Your contigs won't scaffold completely no matter what assembler &
scaffolder you are using as they will be chopped up by the unbridgeable
repetitive regions, unless of course, there is some other physical
evidence joining the contigs.

Greg


On 12/10/09 9:39 AM, "Filip Van Nieuwerburgh"
<Filip.VanNieuwerburgh@xxxxxxxx> wrote:

Dear,
 
I have been asked to de novo assemble an insect genome. 
Until now, I only de novo assembled bacterial genomes (max 5 Mb).
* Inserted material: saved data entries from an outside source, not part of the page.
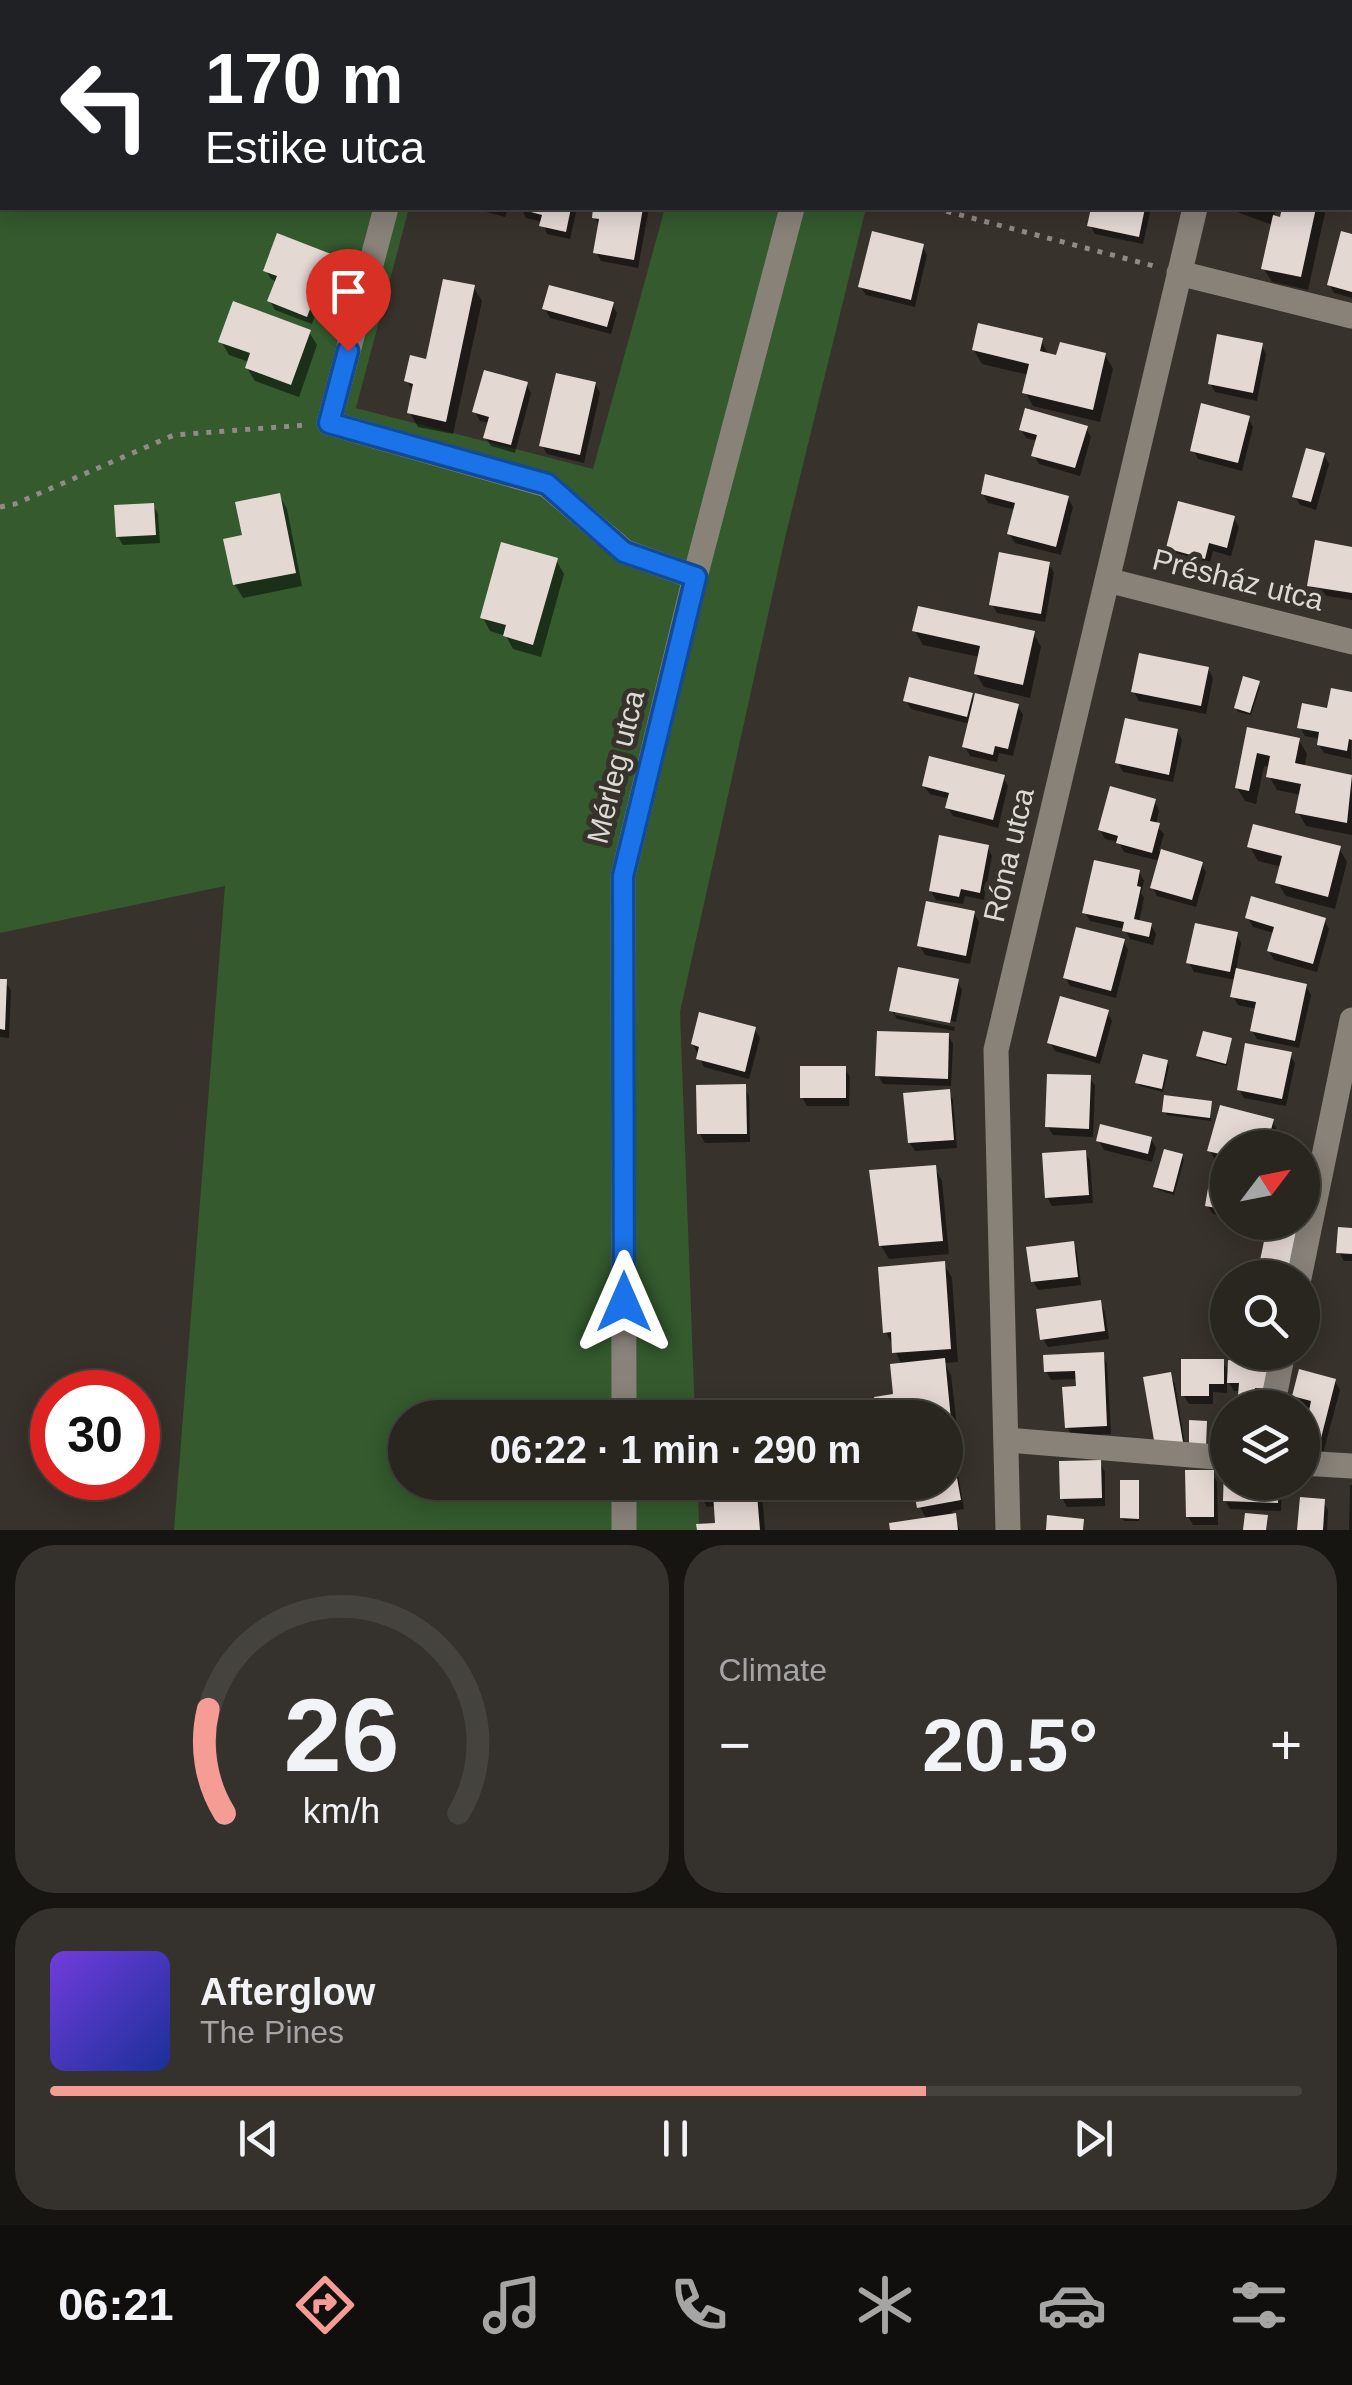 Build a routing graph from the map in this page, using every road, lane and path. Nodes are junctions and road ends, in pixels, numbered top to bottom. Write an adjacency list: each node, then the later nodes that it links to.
1 (385, 210): 7 (street)
2 (791, 210): 9 (street, Mérleg utca)
3 (942, 210): 5 (path)
4 (1195, 210): 5 (street, Róna utca)
5 (1179, 273): 6 (street); 10 (street, Róna utca)
6 (1352, 316)
7 (329, 423): 8 (path); 9 (street)
8 (0, 506)
9 (696, 577): 14 (street, Mérleg utca)
10 (1107, 580): 11 (street, Présház utca); 15 (street, Róna utca)
11 (1352, 642)
12 (1352, 1020): 13 (street)
13 (1302, 1260)
14 (624, 1400)
15 (1006, 1440): 16 (street); 21 (street, Róna utca)
16 (1210, 1457)
17 (1320, 1464): 18 (street)
18 (1352, 1466)
19 (624, 1500): 20 (street)
20 (624, 1530)
21 (1008, 1530)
Mira
proved to be the best assembler (in my hands) to tackle these
assemblies.
 
What would be the best strategy (also taking into account that I cannot
wait more than a month for MIRA to finish) to de novo assemble the 500Mb
insect genome?
I have:
-         100E6 reads of 2x100 bp Illumina data

-         1 full Roche titanium run: paired-end insert size= 3000 bp.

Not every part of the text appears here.